Students plate their cucumber molded salad in the food lab.

While the Off the Pike food truck provides students with on-site training and the ability to generate personal revenue through earned tips, there is a less mobile option for those unable to take shifts on the vehicle. The Career Center’s pop-up restaurant of the same name is a larger scale operation that many students choose to participate in. Serving the local community, they prepare their signature bang-bang shrimp in the kitchen while others work in front-of-house positions. These include hosting, busing and waiting on customers to provide a holistic food service experience. This version of Off the Pike also took a hiatus during the pandemic, returning for the first time in December, 2022.

“Some of us were dining service, and some were [working in the kitchen], it was super cool,” Scherlag said. “I think they were definitely both difficult jobs.”

The program has an annual budget of $12,000. While that may seem exorbitant for those unfamiliar with maintaining a classroom and kitchen, the money would only last until about January if not supplemented. Due to the prices of equipment, seasonal food purchasing, and repairs on mechanical elements of the truck and kitchen, the class is reliant on these money-generating ventures to help fund labs and activities. 

“I don’t complain,” Chef Randolph said. “We’re doing a little better than some of the other local programs. We have a nice budget, but it’s still not enough for what we want to do.”

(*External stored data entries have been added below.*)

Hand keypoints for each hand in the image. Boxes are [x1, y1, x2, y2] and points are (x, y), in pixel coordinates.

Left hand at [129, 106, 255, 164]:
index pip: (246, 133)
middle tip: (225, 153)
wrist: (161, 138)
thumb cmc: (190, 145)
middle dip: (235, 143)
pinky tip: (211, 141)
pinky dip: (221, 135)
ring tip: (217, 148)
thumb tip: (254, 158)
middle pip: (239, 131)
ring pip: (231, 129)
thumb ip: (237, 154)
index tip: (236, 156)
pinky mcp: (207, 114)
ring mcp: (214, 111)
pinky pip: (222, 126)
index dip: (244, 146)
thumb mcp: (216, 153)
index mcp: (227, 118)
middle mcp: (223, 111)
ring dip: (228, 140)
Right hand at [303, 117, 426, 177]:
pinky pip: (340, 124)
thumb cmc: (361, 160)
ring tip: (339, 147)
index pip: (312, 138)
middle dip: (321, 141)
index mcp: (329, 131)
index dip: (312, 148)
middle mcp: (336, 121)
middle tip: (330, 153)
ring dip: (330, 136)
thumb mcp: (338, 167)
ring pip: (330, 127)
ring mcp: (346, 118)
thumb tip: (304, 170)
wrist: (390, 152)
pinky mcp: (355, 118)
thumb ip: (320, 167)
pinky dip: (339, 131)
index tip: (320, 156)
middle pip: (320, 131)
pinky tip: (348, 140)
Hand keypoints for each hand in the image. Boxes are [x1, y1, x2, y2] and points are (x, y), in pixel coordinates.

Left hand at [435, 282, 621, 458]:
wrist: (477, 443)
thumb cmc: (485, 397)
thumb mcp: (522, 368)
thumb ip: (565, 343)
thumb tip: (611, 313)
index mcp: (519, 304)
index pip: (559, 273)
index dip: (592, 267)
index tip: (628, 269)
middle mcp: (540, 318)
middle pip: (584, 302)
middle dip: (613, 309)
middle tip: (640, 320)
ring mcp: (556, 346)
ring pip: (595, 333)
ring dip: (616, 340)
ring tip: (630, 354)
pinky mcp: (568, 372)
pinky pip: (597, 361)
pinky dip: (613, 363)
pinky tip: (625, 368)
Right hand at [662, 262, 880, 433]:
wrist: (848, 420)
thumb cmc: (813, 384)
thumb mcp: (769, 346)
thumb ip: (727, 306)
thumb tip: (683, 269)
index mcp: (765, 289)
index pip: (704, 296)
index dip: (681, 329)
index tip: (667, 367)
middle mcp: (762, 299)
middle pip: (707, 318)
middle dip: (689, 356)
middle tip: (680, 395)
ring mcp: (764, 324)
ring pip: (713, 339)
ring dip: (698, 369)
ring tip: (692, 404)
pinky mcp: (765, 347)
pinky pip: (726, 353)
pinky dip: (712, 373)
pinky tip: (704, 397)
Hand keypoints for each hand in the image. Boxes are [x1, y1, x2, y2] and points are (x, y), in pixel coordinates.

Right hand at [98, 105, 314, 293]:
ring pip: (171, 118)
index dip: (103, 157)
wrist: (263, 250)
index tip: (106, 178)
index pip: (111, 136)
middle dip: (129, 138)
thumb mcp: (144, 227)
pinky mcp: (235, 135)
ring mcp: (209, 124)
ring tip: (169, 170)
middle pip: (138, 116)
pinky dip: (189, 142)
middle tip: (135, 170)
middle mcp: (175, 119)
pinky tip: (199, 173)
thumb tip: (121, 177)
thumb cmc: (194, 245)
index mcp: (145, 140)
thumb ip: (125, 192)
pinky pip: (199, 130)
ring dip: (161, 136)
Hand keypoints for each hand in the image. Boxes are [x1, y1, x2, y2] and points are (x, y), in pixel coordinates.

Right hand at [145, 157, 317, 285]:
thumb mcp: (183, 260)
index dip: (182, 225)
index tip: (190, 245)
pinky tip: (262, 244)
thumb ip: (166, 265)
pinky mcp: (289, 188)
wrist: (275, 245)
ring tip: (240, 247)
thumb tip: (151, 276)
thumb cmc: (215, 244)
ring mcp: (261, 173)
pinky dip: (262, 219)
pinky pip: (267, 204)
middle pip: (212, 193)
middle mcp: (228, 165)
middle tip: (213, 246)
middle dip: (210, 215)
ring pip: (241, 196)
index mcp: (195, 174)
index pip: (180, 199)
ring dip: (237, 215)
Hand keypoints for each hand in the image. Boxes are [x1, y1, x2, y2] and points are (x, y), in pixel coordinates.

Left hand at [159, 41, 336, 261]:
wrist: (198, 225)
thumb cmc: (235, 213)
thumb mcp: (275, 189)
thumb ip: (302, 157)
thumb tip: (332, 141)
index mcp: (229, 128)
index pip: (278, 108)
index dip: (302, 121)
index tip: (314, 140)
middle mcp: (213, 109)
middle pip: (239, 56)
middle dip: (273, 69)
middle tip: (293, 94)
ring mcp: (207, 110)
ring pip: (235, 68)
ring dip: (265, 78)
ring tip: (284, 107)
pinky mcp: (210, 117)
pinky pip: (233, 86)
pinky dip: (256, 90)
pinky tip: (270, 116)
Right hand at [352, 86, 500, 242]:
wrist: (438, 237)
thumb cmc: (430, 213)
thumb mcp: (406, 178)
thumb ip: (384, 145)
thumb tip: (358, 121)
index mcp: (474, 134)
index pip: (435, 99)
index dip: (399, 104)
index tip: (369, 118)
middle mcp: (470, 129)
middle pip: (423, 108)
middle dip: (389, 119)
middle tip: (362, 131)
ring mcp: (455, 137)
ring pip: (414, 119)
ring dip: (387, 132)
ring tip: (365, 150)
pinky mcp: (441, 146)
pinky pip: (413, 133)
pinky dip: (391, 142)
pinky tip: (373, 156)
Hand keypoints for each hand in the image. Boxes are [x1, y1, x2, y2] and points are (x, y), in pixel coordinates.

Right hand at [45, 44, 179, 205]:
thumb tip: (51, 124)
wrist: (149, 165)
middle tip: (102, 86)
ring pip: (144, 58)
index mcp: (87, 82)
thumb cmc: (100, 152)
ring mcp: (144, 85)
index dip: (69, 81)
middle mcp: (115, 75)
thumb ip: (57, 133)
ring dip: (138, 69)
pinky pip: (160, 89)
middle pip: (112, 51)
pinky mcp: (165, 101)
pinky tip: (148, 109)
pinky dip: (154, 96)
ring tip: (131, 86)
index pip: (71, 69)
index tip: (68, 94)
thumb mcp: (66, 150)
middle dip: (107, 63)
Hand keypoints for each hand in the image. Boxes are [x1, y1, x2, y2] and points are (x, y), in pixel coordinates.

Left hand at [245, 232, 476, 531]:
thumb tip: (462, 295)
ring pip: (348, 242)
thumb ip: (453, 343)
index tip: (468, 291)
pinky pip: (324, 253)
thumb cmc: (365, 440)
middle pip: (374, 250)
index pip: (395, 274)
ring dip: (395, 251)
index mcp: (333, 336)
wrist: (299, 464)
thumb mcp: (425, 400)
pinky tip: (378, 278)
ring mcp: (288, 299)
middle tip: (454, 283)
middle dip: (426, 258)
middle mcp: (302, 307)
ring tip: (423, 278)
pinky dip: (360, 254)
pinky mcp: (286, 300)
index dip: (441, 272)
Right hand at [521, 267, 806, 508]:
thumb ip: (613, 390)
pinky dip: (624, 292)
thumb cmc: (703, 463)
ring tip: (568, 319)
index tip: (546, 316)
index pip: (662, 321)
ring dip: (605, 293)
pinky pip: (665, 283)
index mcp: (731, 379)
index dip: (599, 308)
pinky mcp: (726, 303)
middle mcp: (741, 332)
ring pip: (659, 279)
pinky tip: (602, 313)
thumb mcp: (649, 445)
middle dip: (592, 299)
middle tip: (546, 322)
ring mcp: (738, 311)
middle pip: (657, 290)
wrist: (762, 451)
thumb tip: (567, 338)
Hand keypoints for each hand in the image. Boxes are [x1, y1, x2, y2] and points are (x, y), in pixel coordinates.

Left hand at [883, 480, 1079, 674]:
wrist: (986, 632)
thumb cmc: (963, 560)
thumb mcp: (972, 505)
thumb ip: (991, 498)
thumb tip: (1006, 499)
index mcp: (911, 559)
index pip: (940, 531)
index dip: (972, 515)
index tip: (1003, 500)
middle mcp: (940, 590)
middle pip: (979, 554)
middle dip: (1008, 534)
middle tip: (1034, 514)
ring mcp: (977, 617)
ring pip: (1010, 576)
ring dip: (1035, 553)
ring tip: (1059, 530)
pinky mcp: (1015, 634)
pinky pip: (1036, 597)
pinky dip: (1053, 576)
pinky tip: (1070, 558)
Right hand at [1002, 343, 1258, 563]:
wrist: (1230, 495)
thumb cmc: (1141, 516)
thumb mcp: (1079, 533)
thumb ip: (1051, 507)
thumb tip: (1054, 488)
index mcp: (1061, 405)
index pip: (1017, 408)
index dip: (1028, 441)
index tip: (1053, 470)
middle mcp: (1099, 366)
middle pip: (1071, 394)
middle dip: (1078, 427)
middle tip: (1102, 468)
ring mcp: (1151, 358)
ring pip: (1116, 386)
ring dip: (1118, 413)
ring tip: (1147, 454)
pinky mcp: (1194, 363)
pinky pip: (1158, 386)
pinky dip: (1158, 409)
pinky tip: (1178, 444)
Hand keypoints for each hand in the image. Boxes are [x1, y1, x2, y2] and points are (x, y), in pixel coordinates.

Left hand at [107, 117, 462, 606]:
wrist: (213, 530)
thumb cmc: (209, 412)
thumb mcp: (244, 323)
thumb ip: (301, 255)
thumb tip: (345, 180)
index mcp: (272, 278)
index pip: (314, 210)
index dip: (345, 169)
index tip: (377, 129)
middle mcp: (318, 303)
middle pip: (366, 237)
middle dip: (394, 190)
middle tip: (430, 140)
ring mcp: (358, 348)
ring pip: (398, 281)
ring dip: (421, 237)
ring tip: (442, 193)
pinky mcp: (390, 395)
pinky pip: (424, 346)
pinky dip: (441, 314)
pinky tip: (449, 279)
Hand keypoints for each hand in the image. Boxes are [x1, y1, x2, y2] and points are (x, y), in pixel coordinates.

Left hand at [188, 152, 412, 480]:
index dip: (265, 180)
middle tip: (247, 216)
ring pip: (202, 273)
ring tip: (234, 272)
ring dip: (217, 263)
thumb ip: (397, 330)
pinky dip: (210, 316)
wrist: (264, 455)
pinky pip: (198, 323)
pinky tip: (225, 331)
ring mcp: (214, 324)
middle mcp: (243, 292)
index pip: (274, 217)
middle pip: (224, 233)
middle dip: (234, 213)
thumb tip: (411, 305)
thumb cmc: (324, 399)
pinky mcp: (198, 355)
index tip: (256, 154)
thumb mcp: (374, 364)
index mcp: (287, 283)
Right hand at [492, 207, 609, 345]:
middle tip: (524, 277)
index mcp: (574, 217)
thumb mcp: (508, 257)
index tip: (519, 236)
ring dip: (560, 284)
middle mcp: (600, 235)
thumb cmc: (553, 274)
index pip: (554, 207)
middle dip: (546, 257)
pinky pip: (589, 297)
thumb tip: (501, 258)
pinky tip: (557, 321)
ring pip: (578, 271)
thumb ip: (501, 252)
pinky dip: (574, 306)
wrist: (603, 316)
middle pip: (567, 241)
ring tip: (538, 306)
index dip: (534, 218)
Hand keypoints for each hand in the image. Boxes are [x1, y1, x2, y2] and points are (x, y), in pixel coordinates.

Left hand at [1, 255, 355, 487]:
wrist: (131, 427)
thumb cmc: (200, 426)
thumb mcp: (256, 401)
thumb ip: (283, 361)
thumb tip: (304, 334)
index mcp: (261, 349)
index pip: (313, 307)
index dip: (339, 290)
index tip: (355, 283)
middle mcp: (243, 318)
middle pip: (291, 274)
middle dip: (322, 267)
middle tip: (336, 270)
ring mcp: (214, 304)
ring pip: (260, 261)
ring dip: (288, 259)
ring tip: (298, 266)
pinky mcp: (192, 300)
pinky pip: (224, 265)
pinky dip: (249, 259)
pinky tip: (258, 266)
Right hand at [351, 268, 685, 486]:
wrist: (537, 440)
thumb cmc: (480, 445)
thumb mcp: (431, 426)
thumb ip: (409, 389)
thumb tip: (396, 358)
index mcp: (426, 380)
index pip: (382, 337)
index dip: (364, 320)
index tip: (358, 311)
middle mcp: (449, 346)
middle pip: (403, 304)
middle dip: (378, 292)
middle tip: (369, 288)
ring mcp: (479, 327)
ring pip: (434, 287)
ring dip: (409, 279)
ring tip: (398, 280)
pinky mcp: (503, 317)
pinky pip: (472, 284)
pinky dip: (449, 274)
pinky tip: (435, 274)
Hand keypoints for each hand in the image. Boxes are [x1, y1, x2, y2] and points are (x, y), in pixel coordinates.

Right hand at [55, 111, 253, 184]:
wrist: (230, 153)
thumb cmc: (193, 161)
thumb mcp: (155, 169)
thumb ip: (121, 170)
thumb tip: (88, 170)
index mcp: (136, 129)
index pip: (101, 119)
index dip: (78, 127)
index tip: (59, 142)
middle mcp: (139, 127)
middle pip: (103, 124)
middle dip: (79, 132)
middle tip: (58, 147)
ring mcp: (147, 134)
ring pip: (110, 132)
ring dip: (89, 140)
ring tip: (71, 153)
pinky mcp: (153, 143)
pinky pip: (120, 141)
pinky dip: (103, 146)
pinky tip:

The food truck alone cannot support the program, leaving Chef Randolph and Instructional Assistant Bethany Solano to organize ventures that allow all of their 60 students to enroll in the course. Catering Arlington Public Schools’ (APS) functions and other small-scale community gatherings puts the entire class to work for the greater benefit of the program.

“Our truck is licensed only for hot holding and cold holding, we have to do the cooking here,” Chef Randolph said. “We can go to events, and we can sell out, but that really only makes us a couple hundred dollars. Whereas if we had a truck that we could cook on, then we could make more and we could sell more.”

Students also use these opportunities to earn credits towards travel, food, and housing costs during competitions. They plan to participate in Disney’s “Cook Around the World,” hosted in Orlando, Florida, this spring. There are limited slots available to students, but, for many, the chance to compete as a team was too good to pass up.

“The first time we went [to “Cook Around the World”] was 2017,” Chef Randolph said. “There were 50 schools from across the nation there. We were scheduled to go the year of the pandemic and, unfortunately, it had to [be] canceled. So this will be our first time returning since the pandemic.”

Despite the tumultuous nature of the culinary world and the added stress of COVID-19, Chef Randolph balances her many roles as a teacher, accountant, manager and chef through an appreciation for the industry. Unlike working in a full-fledged restaurant, Chef Randolph can  create a dynamic workspace to educate aspiring culinary professionals. With this comes reasonable hours and less demanding year-round responsibilities.

“I learned very early that although I love this industry and what I do, the work-family balance thing, I wanted to do it a little differently,” Chef Randolph said. “That’s why I’m here.”